WHAT YOU SHOULD DO: Please copy every line of the data in which the string "dead" appears.

______

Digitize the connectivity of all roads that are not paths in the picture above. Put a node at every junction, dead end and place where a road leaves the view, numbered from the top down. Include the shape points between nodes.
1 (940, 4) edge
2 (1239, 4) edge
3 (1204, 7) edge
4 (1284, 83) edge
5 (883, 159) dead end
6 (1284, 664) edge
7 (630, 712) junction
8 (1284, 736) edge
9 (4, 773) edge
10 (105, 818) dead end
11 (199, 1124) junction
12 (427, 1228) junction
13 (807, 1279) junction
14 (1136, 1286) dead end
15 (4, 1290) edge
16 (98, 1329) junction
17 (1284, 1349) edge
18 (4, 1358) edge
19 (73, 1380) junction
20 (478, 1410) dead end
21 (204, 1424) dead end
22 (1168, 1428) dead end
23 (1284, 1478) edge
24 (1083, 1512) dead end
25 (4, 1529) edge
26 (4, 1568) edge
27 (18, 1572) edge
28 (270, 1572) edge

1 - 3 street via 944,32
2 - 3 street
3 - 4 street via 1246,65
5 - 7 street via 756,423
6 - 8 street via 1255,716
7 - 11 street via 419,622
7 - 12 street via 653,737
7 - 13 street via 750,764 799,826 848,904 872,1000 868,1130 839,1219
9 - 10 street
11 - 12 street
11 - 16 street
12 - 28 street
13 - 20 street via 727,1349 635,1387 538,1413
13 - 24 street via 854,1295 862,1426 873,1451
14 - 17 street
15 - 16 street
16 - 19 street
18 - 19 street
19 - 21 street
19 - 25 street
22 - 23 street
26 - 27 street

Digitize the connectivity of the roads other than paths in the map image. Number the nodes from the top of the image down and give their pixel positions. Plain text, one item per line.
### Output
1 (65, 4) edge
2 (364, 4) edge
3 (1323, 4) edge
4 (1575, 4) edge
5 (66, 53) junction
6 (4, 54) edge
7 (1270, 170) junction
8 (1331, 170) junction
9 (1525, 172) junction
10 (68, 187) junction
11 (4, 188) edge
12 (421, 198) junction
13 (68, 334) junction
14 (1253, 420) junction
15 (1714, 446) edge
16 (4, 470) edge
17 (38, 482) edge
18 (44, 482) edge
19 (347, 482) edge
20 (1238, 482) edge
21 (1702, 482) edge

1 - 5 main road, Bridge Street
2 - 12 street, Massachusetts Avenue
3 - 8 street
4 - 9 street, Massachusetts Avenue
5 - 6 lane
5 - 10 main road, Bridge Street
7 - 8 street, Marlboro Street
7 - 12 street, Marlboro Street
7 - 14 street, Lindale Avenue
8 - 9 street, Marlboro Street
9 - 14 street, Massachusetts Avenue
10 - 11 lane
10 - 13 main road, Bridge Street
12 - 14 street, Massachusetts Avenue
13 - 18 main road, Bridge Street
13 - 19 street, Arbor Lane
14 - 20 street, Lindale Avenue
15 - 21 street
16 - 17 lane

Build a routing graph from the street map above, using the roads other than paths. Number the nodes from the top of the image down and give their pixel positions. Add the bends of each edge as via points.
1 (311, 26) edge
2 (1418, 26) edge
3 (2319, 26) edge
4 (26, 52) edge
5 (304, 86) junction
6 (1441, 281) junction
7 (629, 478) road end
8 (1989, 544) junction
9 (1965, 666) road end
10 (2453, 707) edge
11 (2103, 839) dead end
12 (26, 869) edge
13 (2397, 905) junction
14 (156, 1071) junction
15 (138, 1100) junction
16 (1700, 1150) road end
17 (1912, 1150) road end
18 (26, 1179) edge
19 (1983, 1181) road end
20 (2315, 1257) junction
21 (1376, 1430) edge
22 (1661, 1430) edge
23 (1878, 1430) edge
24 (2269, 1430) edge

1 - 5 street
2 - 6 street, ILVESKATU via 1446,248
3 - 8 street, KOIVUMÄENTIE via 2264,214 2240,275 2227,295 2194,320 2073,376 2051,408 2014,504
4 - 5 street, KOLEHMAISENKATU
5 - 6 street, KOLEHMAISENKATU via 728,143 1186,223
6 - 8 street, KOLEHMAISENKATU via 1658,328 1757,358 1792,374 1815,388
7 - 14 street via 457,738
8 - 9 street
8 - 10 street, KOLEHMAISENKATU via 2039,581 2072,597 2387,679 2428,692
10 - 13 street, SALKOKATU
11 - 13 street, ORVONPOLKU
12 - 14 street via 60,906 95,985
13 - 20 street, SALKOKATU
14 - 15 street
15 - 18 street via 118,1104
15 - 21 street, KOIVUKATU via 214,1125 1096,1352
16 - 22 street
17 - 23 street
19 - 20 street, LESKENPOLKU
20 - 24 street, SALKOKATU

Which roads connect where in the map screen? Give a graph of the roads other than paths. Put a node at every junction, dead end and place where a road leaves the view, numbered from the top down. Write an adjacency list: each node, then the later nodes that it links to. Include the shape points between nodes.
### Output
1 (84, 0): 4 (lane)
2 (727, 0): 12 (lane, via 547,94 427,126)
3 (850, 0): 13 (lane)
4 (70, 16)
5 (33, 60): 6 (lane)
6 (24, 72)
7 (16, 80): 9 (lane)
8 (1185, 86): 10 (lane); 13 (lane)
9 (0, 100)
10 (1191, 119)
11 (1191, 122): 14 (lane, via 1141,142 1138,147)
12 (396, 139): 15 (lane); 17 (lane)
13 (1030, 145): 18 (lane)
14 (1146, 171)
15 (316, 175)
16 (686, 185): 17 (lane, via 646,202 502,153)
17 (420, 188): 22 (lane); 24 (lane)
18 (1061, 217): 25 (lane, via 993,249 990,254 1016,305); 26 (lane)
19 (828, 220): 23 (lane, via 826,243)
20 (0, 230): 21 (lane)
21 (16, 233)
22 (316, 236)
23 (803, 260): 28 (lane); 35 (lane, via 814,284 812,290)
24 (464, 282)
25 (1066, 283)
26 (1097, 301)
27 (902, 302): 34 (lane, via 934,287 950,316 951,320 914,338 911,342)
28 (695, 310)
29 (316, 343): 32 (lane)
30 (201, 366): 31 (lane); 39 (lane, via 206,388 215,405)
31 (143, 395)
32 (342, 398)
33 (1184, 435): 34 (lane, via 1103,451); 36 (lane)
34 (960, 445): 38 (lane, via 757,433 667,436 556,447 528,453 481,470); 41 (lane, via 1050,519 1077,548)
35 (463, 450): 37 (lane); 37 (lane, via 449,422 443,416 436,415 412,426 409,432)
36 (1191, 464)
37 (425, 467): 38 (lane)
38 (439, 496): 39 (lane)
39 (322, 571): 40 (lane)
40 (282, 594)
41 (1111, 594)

______

OUTPUT OF THE TASK:
Digitize the connectivity of all roads that are not paths in the picture above. Put a node at every junction, dead end and place where a road leaves the view, numbered from the top down. Include the shape points between nodes.
5 (883, 159) dead end
10 (105, 818) dead end
14 (1136, 1286) dead end
20 (478, 1410) dead end
21 (204, 1424) dead end
22 (1168, 1428) dead end
24 (1083, 1512) dead end
11 (2103, 839) dead end
Which roads connect where in the map screen? Give a graph of the roads other than paths. Put a node at every junction, dead end and place where a road leaves the view, numbered from the top down. Write an adjacency list: each node, then the later nodes that it links to. Include the shape points between nodes.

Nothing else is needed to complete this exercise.